Während der Regierungszeit von Kaiser Xuanzong bestand er einmal die kaiserliche Prüfung "Shupan Bacui" (eine Auswahlprüfung für talentierte Beamte, die auf ihren Leistungen beim Verfassen von Dokumenten und beim Treffen von Urteilen basierte).

In der Philosophie neigte er dem Taoismus zu und hielt an Zhuangzis relativistischen Ansichten fest, die die Existenz objektiver Wahrheit ablehnten. Er negierte den objektiven Gehalt der Erkenntnis, indem er deren subjektive Merkmale betonte. Er glaubte, dass jeder die Dinge aus der Perspektive seines „eigenen Herzens“ betrachtet und es daher unmöglich sei, in allen Belangen – einschließlich Sorgen, Freuden, Lob und Kritik – korrekte, der objektiven Realität entsprechende Urteile zu fällen.

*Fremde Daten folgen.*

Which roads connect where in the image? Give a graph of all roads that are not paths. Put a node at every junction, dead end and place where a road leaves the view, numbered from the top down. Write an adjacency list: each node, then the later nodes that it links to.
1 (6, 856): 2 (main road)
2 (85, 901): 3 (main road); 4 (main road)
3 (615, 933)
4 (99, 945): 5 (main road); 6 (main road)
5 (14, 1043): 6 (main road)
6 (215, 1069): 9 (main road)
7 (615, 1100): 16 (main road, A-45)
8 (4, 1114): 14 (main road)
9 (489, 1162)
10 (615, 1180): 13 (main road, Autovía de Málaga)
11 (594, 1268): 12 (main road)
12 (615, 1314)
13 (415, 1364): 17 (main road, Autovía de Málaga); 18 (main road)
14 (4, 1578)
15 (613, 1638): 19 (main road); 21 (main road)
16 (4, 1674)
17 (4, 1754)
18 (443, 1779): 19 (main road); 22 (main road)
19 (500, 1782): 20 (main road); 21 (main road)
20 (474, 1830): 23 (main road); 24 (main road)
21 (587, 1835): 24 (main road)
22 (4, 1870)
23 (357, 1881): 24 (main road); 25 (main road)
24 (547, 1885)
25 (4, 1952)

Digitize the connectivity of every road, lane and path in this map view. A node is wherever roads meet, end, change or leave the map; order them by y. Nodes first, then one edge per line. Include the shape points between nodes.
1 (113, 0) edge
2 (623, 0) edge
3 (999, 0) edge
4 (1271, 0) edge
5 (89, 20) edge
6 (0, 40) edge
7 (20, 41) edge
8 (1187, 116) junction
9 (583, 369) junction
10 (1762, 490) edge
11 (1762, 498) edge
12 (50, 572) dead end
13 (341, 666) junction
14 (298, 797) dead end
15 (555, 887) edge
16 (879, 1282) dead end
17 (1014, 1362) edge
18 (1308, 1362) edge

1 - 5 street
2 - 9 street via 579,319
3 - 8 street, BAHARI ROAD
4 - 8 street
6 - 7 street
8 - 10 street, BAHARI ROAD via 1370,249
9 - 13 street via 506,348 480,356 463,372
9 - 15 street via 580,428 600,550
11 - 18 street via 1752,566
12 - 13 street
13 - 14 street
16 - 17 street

Er sagte: „Das Leben ist endlich, doch das Wissen ist unendlich. Der Roc und der Spatz reichen nicht aus, um ihren jeweiligen Positionen gerecht zu werden; Konfuzianismus und Mohismus können ihre Prinzipien kaum miteinander vereinbaren. Was die Welt Sorge nennt, sehe ich genau als Grund zur Freude; was die Welt lobt, sehe ich genau als Grund zur Kritik. Wenn ich die Dinge mit meinem eigenen Herzen betrachte, kann ich nicht sagen, welche dieser vier (Sorge, Freude, Lob, Kritik) richtig ist“ ( Fu über trügerische Gedanken ).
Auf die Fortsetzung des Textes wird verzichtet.